Argyle High School this week won its second Class 3A UIL Lone Star Cup trophy in three years for accomplishments in academics and athletics.
School officials call the 2011-12 year among the school’s most successful years, both in academic and athletic competition.
“This is probably one of our best years since I’ve been there,” said Jeff Butts, Argyle High’s principal of seven years. “It’s just an unbelievable year for us.
“It is just a total commitment by our school board, our community and our staff to have a well-balanced education, and that’s what the Lone Star Cup represents. We pride ourselves on being a balanced program and not just focusing on one area.”

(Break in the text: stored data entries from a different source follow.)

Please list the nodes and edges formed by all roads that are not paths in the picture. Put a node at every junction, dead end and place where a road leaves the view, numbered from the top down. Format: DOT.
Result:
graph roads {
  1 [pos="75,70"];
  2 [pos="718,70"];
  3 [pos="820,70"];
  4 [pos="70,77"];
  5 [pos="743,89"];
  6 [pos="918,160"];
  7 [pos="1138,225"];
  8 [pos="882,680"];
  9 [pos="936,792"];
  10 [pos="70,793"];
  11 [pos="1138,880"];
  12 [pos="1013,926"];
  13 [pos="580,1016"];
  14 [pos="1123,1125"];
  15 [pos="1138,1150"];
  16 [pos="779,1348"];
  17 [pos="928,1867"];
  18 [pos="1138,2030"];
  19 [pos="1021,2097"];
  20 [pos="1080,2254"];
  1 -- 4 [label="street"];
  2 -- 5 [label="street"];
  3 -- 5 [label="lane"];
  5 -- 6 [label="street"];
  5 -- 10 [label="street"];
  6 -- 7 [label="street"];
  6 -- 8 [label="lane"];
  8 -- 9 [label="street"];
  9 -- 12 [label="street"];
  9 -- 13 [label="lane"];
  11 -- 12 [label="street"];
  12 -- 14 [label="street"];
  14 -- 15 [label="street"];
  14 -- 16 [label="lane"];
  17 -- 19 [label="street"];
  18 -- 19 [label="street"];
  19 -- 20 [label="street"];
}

Annually since the 1997-98 school year, the University Interscholastic League has recognized five high schools — one in each UIL classification — for achievement in the league’s sanctioned academic and athletic events. Lone Star Cup final standings were released Monday.
Argyle accumulated 94 points this past school year to clinch the Lone Star Cup. Abilene Wylie and Lucas Lovejoy each finished with 72 points, tying for second place.
Lone Star Cup recipients are generally finalized in July. Throughout the school year, schools in classes 1A through 5A accumulate points toward the honor based on their school’s performances in UIL academic and athletic contests.
During the 2011-12 year, Argyle finished first in the state academics and basketball contests, was state runner-up in football and is the reigning 3A marching band champion.
Argyle, which competes for the 3A marching band championship every two years, won the title during the 2010-11 school year. Golf and track teams also made it to the state competition, according to school officials.
“It’s a huge honor,” Superintendent Telena Wright said of the Lone Star Cup. “It’s an honor that has to be lived up to. To rise to the top of every 3A school in the state is a very difficult attainment.”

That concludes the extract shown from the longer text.